Czy Borowski się wycofa?
Kandydat Socjaldemokracji na prezydenta Marek Borowski wycofa się z wyborów na rzecz Włodzimierza Cimoszewicza, jeśli będzie zagrożenie, że Cimoszewicz nie wejdzie do drugiej tury - powiedział rzecznik klubu SdPl Arkadiusz Kasznia. Dodał, że jeśli Cimoszewicz wejdzie do drugiej tury z kandydatem prawicy, to uzyska poparcie Borowskiego.
08.07.2005 15:40
Marek Borowski nie będzie tym, który umożliwi dwóm kandydatom prawicy dostanie się do drugiej tury wyborów prezydenckich. Jednak jakiekolwiek rozważania o wycofaniu się na rzecz Włodzimierza Cimoszewicza mogą być w ogóle rozpoczęte, wtedy kiedy Włodzimierzowi Cimoszewiczowi brakować będzie głosów do dostania się do drugiej tury - powiedział Kasznia.

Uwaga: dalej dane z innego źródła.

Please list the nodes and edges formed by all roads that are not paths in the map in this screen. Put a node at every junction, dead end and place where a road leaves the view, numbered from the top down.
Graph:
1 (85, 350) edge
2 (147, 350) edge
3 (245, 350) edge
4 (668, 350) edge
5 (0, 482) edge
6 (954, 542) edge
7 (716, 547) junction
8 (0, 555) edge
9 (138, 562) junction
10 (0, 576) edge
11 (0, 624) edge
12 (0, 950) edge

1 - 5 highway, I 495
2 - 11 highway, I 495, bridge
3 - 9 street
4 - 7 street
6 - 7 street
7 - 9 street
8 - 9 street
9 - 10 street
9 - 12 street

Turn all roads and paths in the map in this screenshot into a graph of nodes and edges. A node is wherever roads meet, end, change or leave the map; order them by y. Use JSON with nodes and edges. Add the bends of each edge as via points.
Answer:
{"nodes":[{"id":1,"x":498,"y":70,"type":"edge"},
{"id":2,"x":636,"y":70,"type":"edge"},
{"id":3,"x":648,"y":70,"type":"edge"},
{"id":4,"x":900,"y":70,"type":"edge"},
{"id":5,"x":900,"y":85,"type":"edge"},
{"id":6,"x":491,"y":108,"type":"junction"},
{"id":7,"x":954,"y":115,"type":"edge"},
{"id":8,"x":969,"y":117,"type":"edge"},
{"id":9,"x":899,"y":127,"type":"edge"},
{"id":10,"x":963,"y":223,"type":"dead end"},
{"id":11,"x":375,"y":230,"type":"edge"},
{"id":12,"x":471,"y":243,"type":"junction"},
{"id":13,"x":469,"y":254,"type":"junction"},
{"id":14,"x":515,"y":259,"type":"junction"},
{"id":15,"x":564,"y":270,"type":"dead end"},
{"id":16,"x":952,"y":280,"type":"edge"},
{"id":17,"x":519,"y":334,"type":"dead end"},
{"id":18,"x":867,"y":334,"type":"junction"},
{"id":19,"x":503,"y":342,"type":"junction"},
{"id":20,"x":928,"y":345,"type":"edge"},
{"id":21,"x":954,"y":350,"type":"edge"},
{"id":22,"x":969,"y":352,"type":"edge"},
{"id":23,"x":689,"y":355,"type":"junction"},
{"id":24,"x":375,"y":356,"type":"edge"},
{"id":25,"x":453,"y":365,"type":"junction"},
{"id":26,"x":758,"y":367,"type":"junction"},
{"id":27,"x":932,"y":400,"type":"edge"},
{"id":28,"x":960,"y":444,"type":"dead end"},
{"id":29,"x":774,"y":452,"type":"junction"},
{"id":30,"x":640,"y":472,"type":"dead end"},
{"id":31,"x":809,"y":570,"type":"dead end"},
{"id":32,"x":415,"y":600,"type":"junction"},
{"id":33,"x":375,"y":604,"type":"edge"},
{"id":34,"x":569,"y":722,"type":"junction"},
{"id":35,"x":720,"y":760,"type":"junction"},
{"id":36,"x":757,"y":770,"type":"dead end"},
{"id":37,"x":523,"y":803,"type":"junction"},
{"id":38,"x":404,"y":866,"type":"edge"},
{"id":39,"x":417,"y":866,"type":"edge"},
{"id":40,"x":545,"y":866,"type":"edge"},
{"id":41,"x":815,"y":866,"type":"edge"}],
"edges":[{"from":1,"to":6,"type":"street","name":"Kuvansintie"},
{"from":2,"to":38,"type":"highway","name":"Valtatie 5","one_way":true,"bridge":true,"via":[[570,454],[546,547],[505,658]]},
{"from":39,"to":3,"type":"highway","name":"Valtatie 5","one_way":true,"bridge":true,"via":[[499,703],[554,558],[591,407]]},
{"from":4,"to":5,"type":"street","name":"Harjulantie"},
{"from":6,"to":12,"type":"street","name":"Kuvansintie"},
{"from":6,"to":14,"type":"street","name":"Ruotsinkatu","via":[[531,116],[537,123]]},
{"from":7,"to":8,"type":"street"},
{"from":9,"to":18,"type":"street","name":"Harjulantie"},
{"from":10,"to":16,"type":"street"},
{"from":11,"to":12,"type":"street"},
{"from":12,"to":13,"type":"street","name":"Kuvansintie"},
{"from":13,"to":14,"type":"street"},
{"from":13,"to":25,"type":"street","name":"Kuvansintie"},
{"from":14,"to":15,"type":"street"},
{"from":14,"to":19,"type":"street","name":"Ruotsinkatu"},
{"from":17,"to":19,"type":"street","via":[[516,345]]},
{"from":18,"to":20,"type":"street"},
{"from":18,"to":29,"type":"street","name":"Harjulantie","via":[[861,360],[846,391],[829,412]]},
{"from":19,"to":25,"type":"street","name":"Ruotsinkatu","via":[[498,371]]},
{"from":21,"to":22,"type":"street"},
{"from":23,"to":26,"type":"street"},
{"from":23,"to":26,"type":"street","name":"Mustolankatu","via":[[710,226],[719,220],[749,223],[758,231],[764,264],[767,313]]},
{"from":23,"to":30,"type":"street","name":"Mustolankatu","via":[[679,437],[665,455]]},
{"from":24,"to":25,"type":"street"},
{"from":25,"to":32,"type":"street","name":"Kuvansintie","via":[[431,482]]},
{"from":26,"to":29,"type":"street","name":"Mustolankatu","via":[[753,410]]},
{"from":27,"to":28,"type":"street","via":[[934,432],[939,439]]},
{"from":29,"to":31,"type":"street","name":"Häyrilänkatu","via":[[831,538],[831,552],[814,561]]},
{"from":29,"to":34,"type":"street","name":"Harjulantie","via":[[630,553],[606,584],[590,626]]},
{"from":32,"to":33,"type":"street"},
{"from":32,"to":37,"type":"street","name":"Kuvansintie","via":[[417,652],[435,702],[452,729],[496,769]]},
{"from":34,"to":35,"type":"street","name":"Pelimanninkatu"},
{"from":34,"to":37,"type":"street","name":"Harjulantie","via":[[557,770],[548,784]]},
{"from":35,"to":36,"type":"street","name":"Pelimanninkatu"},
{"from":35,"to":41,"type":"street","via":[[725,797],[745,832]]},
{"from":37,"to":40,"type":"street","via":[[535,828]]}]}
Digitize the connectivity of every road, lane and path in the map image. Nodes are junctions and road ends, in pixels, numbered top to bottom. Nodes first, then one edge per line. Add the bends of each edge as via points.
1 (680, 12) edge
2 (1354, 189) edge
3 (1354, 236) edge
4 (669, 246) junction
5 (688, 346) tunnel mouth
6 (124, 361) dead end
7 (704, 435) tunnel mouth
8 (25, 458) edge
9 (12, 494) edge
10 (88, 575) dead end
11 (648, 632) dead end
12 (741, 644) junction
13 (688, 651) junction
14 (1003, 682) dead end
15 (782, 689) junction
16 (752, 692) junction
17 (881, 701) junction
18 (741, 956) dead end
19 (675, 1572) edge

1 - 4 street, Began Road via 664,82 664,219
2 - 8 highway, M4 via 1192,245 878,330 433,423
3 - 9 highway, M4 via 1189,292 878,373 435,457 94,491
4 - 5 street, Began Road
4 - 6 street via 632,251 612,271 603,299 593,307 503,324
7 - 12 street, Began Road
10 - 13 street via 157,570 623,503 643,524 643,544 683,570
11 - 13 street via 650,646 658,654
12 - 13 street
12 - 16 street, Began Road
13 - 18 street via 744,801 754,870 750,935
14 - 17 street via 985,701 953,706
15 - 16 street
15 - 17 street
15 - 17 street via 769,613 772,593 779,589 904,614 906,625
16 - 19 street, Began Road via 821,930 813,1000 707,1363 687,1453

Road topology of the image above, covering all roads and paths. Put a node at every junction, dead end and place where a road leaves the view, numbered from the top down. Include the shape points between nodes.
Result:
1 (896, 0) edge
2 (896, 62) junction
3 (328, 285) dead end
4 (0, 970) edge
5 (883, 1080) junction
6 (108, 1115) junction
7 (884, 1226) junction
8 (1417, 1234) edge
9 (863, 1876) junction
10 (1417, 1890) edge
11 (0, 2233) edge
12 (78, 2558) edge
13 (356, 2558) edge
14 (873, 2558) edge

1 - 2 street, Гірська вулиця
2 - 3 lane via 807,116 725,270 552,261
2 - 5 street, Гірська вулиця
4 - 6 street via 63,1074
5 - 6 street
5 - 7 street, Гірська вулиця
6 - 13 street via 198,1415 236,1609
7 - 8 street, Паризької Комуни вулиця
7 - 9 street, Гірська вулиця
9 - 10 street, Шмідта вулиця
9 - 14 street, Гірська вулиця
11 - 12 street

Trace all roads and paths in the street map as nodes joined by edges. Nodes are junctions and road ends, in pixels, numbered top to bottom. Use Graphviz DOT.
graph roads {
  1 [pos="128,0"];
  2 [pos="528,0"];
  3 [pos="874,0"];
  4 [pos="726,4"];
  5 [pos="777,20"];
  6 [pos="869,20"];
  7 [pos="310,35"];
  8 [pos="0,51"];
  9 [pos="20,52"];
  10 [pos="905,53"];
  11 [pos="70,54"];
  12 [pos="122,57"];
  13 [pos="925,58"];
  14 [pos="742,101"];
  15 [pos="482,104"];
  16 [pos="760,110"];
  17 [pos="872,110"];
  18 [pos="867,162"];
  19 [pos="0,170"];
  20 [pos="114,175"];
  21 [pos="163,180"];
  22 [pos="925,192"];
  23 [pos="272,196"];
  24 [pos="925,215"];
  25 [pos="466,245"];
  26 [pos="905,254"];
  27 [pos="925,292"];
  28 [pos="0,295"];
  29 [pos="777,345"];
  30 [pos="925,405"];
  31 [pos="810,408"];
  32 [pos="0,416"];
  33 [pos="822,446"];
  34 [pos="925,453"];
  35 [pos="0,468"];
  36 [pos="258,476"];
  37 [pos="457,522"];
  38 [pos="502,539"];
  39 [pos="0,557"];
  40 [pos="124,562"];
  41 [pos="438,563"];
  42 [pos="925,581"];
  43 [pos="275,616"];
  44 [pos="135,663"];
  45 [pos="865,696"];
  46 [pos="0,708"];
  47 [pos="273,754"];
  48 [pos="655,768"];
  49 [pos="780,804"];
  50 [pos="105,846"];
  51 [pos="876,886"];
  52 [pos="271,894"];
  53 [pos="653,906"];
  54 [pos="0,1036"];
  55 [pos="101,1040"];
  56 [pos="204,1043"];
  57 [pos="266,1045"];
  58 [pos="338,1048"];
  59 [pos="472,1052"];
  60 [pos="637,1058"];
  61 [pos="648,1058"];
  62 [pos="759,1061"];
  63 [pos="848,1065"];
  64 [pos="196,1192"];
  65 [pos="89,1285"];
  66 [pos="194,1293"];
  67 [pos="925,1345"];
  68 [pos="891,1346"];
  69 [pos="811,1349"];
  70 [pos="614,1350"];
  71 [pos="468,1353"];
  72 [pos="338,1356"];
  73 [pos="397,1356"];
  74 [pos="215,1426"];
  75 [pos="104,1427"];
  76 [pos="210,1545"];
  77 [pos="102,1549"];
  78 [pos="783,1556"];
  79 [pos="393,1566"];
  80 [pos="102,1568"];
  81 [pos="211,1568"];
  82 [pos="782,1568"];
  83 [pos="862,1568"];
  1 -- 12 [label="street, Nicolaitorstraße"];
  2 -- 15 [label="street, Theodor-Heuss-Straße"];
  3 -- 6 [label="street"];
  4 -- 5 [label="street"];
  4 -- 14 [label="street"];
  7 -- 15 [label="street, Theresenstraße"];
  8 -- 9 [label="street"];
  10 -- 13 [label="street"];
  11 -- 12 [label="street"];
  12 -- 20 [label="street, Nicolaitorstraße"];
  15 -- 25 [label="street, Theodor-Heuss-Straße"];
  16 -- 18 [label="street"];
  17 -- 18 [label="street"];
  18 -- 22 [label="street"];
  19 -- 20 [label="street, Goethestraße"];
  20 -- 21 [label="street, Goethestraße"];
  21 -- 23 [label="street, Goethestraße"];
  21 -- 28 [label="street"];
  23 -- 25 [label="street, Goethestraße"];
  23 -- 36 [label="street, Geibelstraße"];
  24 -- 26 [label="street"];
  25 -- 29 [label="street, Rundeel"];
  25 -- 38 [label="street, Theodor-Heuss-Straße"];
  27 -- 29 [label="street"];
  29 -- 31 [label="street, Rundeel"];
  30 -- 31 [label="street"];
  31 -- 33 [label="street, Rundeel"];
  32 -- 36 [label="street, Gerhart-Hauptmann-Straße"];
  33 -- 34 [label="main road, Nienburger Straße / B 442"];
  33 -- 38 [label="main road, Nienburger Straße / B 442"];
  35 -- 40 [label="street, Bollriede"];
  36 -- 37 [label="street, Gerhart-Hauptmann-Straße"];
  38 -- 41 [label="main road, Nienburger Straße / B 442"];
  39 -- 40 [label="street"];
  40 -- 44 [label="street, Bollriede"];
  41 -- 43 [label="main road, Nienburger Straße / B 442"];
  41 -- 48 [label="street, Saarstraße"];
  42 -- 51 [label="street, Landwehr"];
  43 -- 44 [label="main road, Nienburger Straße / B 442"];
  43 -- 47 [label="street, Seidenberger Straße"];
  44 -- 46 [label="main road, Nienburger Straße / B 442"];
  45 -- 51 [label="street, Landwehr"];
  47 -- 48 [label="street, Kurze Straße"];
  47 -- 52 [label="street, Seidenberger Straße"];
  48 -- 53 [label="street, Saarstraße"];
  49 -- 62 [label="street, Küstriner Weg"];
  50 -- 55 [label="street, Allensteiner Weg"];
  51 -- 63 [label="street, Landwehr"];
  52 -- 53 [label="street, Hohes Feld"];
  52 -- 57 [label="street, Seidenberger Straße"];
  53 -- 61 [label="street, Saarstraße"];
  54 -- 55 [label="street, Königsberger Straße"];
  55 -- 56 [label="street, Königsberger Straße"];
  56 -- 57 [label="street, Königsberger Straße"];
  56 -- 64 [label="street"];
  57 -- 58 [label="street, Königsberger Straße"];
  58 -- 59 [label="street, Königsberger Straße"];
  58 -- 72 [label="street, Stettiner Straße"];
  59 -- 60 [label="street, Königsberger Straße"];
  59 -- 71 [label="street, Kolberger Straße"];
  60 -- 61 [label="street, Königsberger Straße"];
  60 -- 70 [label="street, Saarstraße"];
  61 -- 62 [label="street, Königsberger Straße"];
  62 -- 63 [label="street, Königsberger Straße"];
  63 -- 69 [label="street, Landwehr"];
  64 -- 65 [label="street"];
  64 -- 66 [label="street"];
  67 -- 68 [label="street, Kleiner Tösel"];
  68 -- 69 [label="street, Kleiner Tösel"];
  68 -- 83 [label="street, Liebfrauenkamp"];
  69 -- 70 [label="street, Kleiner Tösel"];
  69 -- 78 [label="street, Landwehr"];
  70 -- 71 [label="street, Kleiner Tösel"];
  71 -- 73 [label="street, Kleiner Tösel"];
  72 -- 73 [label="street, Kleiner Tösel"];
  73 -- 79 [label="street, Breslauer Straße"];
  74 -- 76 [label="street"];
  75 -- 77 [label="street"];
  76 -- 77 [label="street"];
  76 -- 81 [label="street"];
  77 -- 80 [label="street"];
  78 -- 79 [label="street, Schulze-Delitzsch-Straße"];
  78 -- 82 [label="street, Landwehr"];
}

I odwrotnie, mamy nadzieję, że jeżeli to Markowi Borowskiemu będzie brakować trochę głosów do wejścia do drugiej tury, to Włodzimierz Cimoszewicz uczyni tak samo - zaznaczył.
Zdaniem posła SdPl, jeżeli natomiast Cimoszewicz utrzyma obecną pozycję lidera w wyścigu do Pałacu Prezydenckiego, to rezygnacja Borowskiego przed pierwszą turą będzie bez sensu. Argumentował, że ewentualne poparcie Borowskiego nie będzie wtedy miało dla Cimoszewicza żadnego znaczenia.
Kasznia pytany, czy jest możliwe, żeby Borowski wycofał się na rzecz Cimoszewicza przed 25 września, kiedy odbędą się wybory do parlamentu, odpowiedział: Pan marszałek Borowski w tej chwili nie rozważa takiej możliwości. Natomiast, to jest moje prywatne zdanie, znając klimat panujący w SdPl, w sztabie prezydenckim, obstawiam, że się nie wycofa przed wyborami do parlamentu.
Jego zdaniem, jeżeli do drugiej tury z kandydatem prawicy wejdzie Cimoszewicz to Borowski "z pewnością" go poprze.
Natomiast grupa ludzi, która się podpięła pod Włodzimierza Cimoszewicza i która za jego plecami próbuje odzyskać wcześniej skompromitowaną twarz - nie może liczyć na wsparcie Marka Borowskiego. Poprze on tylko i wyłącznie Włodzimierza Cimoszewicza, chociaż - niestety bardzo żałujemy - że stał się on zakładnikiem takich dość nieprzyjemnych kręgów polskiej lewicy - podkreślił Kasznia.